→ **The task**
Go through the records and filter out every line lacking the word "graph"; copy the lines that remain.

→ **Provided entries**

----

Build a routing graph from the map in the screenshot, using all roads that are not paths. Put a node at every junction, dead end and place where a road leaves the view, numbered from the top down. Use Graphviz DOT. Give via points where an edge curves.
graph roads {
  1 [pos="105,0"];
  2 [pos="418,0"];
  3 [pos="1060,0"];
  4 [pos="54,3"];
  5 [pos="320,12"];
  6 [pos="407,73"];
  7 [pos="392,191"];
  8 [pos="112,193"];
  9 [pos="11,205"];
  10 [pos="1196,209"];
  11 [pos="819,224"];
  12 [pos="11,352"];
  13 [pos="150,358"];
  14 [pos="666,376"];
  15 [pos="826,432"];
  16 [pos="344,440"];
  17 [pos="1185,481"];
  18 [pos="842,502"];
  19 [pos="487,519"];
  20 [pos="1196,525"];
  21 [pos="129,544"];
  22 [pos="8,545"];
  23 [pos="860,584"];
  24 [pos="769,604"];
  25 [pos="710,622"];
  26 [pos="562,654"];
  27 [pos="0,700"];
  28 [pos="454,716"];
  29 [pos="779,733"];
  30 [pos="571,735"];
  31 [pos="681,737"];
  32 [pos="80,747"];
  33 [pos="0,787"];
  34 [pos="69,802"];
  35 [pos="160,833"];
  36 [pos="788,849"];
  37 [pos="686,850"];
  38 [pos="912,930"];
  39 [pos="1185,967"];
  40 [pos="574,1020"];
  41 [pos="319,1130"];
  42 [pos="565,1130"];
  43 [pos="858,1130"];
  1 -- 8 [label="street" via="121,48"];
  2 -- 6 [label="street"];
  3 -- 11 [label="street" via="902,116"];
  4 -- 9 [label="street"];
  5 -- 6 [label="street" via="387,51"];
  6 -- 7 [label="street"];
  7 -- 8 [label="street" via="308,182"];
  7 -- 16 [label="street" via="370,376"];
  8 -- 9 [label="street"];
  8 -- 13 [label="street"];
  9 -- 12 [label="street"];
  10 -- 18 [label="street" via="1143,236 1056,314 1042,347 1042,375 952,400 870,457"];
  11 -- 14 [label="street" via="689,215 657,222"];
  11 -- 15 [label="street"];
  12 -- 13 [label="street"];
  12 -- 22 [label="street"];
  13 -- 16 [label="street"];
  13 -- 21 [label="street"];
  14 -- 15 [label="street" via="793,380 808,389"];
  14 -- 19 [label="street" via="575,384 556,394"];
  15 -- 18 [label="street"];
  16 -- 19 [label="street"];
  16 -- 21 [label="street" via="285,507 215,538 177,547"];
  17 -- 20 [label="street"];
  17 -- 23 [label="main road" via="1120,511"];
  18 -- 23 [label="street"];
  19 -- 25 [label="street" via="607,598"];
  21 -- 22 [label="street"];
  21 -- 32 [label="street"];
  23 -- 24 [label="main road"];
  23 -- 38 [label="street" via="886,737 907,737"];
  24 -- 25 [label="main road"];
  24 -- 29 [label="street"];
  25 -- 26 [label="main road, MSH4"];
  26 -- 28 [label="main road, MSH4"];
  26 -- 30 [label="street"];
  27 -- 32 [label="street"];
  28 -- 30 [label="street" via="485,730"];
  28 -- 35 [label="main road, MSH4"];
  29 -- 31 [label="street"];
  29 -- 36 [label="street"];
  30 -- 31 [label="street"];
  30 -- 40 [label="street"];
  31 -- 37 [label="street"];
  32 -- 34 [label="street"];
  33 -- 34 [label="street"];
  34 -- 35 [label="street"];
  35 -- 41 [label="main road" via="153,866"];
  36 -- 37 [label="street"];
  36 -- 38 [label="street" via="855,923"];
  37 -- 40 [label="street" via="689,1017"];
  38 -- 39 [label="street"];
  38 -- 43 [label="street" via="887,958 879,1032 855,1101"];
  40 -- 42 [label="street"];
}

----

→ **Your response**
Build a routing graph from the map in the screenshot, using all roads that are not paths. Put a node at every junction, dead end and place where a road leaves the view, numbered from the top down. Use Graphviz DOT. Give via points where an edge curves.
graph roads {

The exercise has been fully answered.